Problem to solve:
Every line of the entries below that mentions "dead" is to be copied out.
───── Dataset records
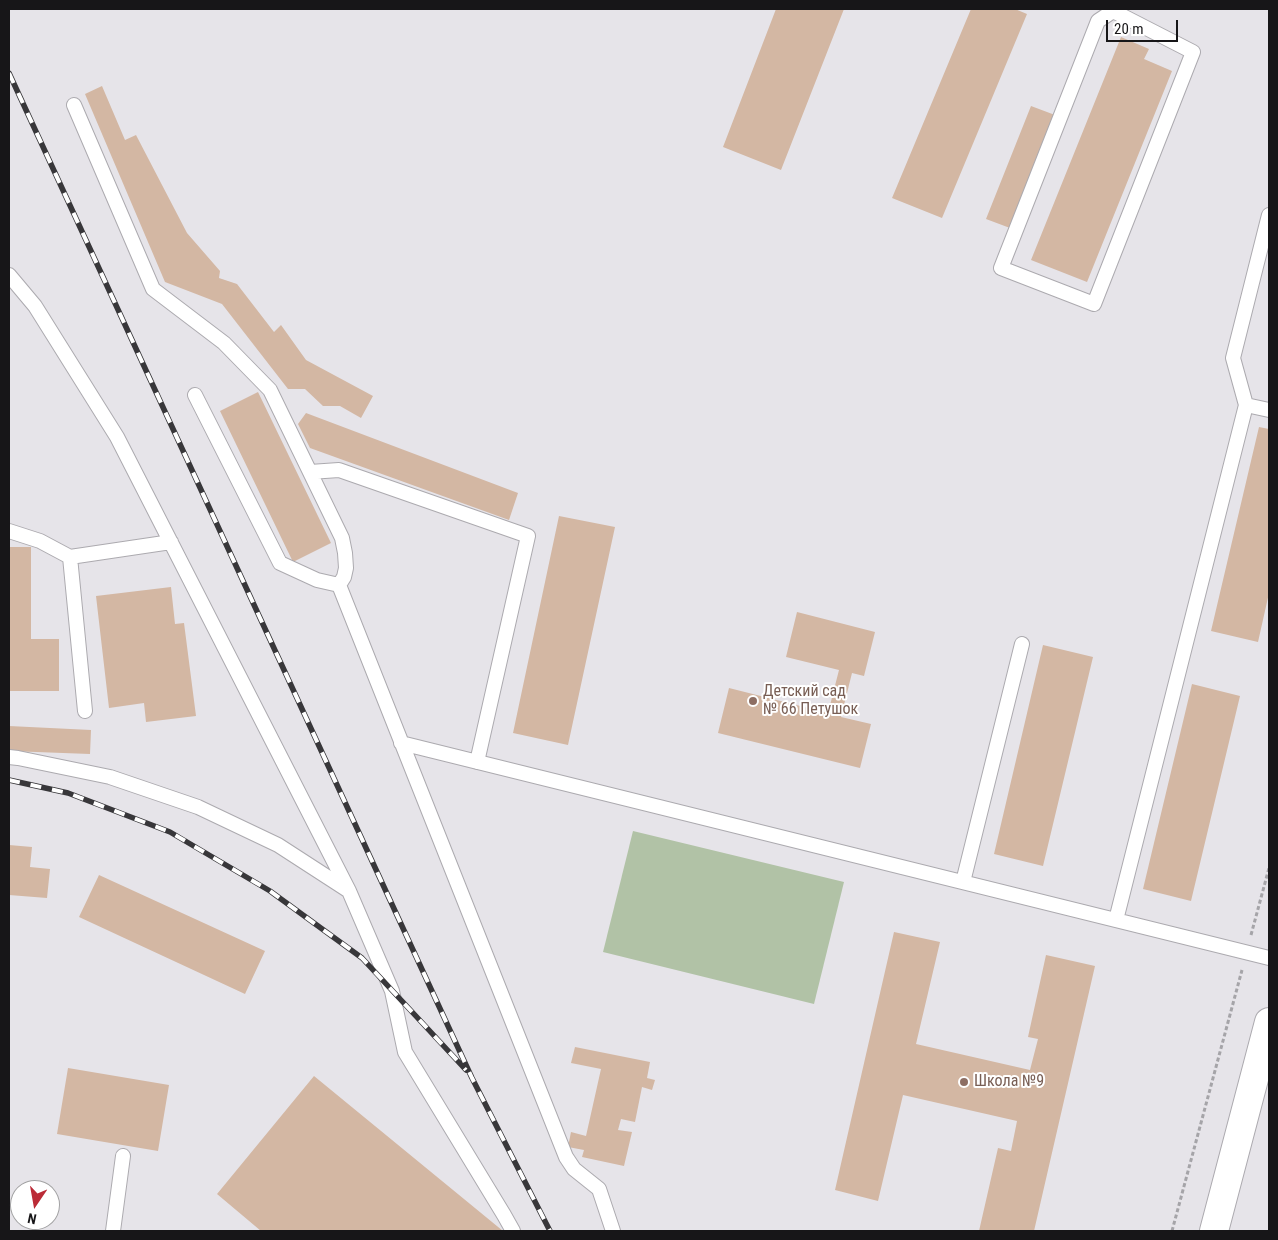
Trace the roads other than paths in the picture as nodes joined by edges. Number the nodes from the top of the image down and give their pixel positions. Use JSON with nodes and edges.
{"nodes":[{"id":1,"x":1113,"y":10,"type":"edge"},
{"id":2,"x":74,"y":105,"type":"dead end"},
{"id":3,"x":1269,"y":215,"type":"edge"},
{"id":4,"x":9,"y":275,"type":"edge"},
{"id":5,"x":195,"y":395,"type":"dead end"},
{"id":6,"x":1246,"y":405,"type":"junction"},
{"id":7,"x":1269,"y":410,"type":"edge"},
{"id":8,"x":310,"y":472,"type":"junction"},
{"id":9,"x":9,"y":531,"type":"edge"},
{"id":10,"x":171,"y":542,"type":"junction"},
{"id":11,"x":70,"y":557,"type":"junction"},
{"id":12,"x":339,"y":586,"type":"junction"},
{"id":13,"x":1022,"y":644,"type":"dead end"},
{"id":14,"x":85,"y":711,"type":"dead end"},
{"id":15,"x":401,"y":743,"type":"junction"},
{"id":16,"x":9,"y":757,"type":"edge"},
{"id":17,"x":477,"y":762,"type":"junction"},
{"id":18,"x":963,"y":882,"type":"junction"},
{"id":19,"x":350,"y":891,"type":"junction"},
{"id":20,"x":1116,"y":920,"type":"junction"},
{"id":21,"x":1269,"y":958,"type":"edge"},
{"id":22,"x":1269,"y":1022,"type":"edge"},
{"id":23,"x":123,"y":1156,"type":"dead end"},
{"id":24,"x":113,"y":1231,"type":"edge"},
{"id":25,"x":513,"y":1231,"type":"edge"},
{"id":26,"x":613,"y":1231,"type":"edge"},
{"id":27,"x":1214,"y":1231,"type":"edge"}],
"edges":[{"from":1,"to":1,"type":"lane"},
{"from":2,"to":8,"type":"lane"},
{"from":3,"to":6,"type":"lane"},
{"from":4,"to":10,"type":"lane"},
{"from":5,"to":12,"type":"lane"},
{"from":6,"to":7,"type":"lane"},
{"from":6,"to":20,"type":"lane"},
{"from":8,"to":12,"type":"lane"},
{"from":8,"to":17,"type":"lane"},
{"from":9,"to":11,"type":"lane"},
{"from":10,"to":11,"type":"lane"},
{"from":10,"to":19,"type":"lane"},
{"from":11,"to":14,"type":"lane"},
{"from":12,"to":15,"type":"lane"},
{"from":13,"to":18,"type":"lane"},
{"from":15,"to":17,"type":"lane"},
{"from":15,"to":26,"type":"lane"},
{"from":16,"to":19,"type":"lane"},
{"from":17,"to":18,"type":"lane"},
{"from":18,"to":20,"type":"lane"},
{"from":19,"to":25,"type":"lane"},
{"from":20,"to":21,"type":"lane"},
{"from":22,"to":27,"type":"main road"},
{"from":23,"to":24,"type":"lane"}]}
──────────
Finished exercise:
{"id":2,"x":74,"y":105,"type":"dead end"},
{"id":5,"x":195,"y":395,"type":"dead end"},
{"id":13,"x":1022,"y":644,"type":"dead end"},
{"id":14,"x":85,"y":711,"type":"dead end"},
{"id":23,"x":123,"y":1156,"type":"dead end"},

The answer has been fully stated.